**Problem to work on:** Below are the records; copy each line in them that holds the word "Tengah".

**Records for this task:**
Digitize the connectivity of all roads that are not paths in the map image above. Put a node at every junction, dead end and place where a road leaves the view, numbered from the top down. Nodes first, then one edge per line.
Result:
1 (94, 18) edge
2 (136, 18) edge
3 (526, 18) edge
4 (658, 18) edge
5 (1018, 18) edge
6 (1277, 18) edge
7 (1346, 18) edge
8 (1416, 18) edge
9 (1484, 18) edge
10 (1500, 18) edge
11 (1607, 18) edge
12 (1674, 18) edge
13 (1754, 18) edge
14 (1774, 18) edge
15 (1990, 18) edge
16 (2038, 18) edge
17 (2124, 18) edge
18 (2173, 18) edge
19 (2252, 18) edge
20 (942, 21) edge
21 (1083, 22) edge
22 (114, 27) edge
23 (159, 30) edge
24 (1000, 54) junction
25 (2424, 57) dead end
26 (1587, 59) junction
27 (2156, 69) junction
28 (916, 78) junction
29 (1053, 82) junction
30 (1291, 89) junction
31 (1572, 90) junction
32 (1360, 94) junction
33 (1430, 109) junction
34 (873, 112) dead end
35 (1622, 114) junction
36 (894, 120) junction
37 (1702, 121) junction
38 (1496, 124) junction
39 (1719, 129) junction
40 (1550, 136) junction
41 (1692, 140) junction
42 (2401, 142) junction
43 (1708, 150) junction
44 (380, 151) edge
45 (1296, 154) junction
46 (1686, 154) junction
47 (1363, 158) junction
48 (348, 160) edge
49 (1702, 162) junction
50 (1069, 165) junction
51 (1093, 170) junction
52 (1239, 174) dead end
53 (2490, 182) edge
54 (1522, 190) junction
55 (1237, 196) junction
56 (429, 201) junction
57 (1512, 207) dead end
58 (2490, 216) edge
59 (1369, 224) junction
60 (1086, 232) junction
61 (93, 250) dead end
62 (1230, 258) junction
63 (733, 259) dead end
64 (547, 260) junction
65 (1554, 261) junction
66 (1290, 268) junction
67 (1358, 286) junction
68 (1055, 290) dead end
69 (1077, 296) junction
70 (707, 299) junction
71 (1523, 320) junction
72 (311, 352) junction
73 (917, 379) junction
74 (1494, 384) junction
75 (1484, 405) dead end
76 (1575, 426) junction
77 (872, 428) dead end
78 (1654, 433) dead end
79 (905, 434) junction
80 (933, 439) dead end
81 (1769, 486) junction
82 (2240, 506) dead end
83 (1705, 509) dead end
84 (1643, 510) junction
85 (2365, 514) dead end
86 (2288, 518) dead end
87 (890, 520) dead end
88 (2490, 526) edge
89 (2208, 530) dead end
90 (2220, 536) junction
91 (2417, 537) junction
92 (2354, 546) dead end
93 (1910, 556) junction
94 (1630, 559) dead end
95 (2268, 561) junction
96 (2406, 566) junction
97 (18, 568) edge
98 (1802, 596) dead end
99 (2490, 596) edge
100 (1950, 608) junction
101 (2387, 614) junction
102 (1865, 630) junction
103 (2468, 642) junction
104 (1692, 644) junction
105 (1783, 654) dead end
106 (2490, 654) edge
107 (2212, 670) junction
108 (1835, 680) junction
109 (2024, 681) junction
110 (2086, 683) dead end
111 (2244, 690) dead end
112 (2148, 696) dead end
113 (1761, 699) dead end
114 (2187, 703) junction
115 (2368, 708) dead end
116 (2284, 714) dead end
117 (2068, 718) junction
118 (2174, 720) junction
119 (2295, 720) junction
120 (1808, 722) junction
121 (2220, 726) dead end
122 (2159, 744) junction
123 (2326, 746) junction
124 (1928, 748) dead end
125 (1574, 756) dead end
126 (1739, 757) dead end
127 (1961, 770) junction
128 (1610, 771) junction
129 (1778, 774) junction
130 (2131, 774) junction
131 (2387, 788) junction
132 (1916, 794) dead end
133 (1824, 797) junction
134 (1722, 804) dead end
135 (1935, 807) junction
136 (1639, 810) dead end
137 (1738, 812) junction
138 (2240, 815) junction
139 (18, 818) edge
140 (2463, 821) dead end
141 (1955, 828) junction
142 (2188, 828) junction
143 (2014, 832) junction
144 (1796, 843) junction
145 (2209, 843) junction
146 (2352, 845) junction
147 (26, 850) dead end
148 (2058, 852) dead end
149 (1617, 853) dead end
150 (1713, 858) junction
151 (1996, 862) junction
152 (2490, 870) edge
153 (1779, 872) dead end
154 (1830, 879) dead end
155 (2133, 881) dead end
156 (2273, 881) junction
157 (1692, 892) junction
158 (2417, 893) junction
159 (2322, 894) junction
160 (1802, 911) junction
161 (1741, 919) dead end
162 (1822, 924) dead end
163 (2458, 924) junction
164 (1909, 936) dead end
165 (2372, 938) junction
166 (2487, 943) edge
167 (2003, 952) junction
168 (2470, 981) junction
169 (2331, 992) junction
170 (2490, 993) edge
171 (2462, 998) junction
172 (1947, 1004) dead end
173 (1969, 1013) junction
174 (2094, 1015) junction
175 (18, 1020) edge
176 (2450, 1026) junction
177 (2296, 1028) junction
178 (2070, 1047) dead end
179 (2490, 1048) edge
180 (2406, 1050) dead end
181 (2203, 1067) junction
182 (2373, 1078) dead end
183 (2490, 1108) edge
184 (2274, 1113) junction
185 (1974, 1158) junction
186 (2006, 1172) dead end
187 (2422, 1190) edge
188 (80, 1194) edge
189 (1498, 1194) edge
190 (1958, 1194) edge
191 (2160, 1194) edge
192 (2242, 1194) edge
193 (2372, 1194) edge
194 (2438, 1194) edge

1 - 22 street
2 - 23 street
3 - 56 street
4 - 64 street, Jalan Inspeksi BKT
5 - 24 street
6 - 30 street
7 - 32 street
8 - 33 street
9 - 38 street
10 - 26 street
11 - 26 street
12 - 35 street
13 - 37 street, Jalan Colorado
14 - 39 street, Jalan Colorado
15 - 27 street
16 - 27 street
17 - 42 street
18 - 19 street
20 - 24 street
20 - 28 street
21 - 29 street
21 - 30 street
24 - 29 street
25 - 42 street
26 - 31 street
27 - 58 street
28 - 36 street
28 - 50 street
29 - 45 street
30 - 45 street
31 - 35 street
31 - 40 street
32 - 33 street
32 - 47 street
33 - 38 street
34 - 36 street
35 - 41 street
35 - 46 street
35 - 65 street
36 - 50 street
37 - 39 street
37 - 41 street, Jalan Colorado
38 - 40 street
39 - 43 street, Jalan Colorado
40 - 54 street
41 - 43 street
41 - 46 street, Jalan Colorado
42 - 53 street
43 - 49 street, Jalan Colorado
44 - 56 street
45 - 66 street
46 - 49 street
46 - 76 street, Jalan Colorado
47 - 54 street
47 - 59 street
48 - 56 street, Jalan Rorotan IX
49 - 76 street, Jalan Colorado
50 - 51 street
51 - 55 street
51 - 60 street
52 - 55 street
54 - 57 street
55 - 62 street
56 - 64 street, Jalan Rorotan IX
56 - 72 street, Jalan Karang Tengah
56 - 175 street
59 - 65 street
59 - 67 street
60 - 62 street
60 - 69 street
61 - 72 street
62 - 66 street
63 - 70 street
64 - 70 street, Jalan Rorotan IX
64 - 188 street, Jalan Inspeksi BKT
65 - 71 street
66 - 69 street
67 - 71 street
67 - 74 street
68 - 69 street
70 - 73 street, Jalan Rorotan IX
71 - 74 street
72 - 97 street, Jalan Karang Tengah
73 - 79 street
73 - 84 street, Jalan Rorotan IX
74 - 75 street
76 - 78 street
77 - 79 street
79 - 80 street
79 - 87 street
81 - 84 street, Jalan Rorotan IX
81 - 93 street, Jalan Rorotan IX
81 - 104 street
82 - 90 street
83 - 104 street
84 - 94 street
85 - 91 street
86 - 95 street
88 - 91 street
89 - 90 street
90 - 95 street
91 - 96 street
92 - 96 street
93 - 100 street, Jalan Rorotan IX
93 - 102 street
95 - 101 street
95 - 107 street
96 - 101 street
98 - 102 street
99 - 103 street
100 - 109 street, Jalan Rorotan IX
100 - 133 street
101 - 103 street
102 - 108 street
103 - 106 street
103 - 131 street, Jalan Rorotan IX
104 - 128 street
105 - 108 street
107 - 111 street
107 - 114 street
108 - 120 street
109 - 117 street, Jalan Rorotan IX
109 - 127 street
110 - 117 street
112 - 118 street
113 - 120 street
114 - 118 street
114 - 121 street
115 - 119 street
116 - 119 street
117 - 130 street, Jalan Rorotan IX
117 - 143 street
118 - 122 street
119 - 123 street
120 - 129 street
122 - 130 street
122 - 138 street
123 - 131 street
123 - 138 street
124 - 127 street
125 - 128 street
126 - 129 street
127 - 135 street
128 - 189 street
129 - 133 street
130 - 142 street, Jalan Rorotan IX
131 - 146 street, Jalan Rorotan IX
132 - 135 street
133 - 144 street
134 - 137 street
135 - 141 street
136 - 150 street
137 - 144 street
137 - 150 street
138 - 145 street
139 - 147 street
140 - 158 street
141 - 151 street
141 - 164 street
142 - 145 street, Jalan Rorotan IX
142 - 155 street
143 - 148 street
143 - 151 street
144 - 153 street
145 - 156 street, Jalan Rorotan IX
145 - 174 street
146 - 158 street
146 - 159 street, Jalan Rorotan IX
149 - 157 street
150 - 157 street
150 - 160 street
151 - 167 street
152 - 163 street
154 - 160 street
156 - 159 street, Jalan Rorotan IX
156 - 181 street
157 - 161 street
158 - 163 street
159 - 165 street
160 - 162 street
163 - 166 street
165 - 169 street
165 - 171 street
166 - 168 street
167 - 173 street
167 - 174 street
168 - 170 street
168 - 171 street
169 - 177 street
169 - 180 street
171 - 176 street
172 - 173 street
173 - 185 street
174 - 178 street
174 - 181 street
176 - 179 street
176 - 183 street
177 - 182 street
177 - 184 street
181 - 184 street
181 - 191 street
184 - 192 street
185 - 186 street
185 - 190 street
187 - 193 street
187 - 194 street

**Answer box:**
56 - 72 street, Jalan Karang Tengah
72 - 97 street, Jalan Karang Tengah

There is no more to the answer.